RECORDS SHOWN below:

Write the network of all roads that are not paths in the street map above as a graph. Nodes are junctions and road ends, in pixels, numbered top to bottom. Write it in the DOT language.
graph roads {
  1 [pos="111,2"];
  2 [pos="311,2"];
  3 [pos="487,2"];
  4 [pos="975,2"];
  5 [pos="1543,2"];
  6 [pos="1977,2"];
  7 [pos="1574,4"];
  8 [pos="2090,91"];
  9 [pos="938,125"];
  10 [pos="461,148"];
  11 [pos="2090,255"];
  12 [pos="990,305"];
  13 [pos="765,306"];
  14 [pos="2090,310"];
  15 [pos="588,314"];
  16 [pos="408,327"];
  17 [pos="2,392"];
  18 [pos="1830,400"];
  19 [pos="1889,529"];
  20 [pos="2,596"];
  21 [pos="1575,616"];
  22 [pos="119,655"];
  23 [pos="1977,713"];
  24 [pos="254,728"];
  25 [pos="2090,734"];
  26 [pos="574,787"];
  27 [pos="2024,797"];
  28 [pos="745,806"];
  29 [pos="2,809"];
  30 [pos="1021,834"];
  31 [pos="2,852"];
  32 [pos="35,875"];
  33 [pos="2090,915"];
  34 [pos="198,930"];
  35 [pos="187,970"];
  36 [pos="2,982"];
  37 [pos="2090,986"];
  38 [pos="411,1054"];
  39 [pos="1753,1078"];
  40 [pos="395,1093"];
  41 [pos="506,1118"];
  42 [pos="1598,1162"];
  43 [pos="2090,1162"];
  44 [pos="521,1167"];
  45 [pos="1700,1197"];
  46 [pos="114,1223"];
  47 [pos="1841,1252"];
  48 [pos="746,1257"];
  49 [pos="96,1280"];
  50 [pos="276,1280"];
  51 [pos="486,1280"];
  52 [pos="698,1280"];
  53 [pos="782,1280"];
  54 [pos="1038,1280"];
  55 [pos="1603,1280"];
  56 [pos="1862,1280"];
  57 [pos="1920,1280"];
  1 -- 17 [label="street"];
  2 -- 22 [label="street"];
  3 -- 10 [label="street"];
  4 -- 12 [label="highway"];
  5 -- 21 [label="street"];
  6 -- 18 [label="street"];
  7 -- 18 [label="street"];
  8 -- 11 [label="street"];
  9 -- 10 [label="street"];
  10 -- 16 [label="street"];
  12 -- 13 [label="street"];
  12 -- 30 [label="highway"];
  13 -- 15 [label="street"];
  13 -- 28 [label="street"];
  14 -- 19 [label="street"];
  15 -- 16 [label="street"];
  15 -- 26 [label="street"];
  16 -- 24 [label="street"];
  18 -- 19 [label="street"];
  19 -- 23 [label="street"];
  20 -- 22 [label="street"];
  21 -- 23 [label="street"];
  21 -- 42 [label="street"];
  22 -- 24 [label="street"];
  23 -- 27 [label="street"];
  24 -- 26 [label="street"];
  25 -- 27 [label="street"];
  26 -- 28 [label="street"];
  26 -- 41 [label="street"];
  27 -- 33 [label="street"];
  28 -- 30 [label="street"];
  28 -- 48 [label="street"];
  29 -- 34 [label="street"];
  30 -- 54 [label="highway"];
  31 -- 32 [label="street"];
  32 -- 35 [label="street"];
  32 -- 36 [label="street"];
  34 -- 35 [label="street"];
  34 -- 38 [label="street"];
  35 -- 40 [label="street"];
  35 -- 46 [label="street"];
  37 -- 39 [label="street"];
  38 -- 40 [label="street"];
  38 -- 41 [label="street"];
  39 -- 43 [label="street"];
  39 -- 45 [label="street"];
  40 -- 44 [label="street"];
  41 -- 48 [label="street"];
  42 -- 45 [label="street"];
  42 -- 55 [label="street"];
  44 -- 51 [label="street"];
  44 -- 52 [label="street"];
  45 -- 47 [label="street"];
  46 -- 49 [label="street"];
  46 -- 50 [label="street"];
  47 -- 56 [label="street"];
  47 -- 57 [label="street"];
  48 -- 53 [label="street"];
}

End of RECORDS SHOWN.

> **WORK TASK**
Look for the word "graph" in the data, then return every line that contains it.

> **EXERCISE RESULT**
Write the network of all roads that are not paths in the street map above as a graph. Nodes are junctions and road ends, in pixels, numbered top to bottom. Write it in the DOT language.
graph roads {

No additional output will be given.